_Source material_:
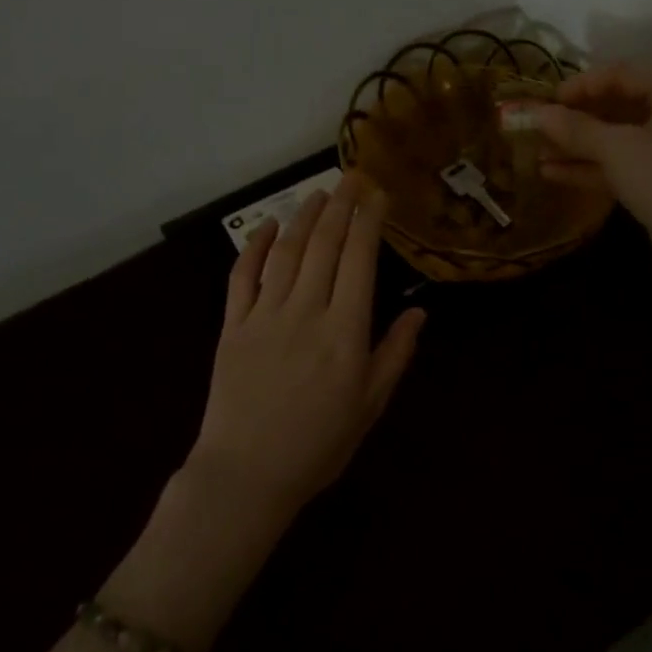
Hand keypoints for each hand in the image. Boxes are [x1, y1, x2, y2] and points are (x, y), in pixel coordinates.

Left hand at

...

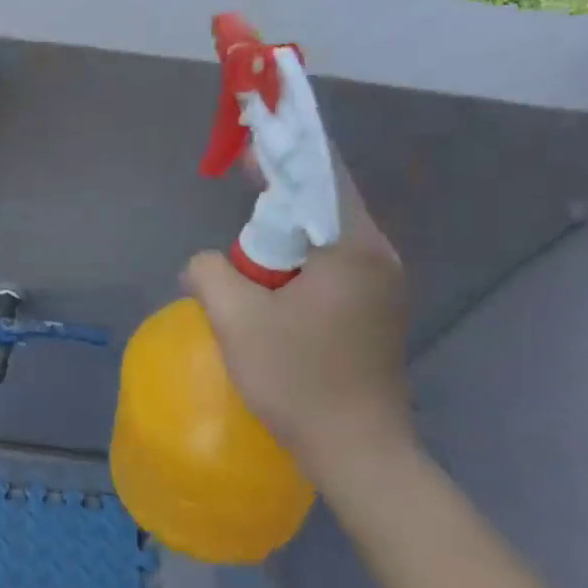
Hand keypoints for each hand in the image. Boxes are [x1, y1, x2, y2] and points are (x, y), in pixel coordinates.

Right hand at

--

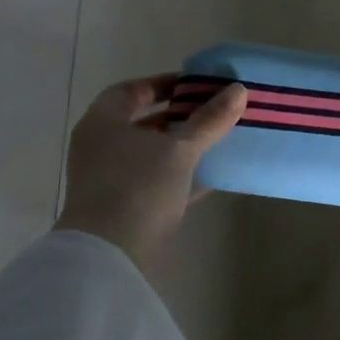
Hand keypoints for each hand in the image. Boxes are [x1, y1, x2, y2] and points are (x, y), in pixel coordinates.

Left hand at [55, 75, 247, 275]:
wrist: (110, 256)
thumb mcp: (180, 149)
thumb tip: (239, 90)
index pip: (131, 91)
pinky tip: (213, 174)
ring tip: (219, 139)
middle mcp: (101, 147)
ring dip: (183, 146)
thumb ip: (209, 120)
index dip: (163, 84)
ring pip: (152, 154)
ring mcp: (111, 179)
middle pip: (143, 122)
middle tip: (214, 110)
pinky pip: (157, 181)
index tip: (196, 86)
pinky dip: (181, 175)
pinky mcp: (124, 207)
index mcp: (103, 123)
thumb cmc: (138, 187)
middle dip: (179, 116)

_Work request_: Looking at the entries above, can you reproduce exactly the lines from the one that holds "middle tip: (214, 110)" through the one that holds "middle dip: (179, 116)", and only those?

_Response to the task_:
middle tip: (214, 110)
pinky pip: (157, 181)
index tip: (196, 86)
pinky dip: (181, 175)
pinky mcp: (124, 207)
index mcp: (103, 123)
thumb cmc: (138, 187)
middle dip: (179, 116)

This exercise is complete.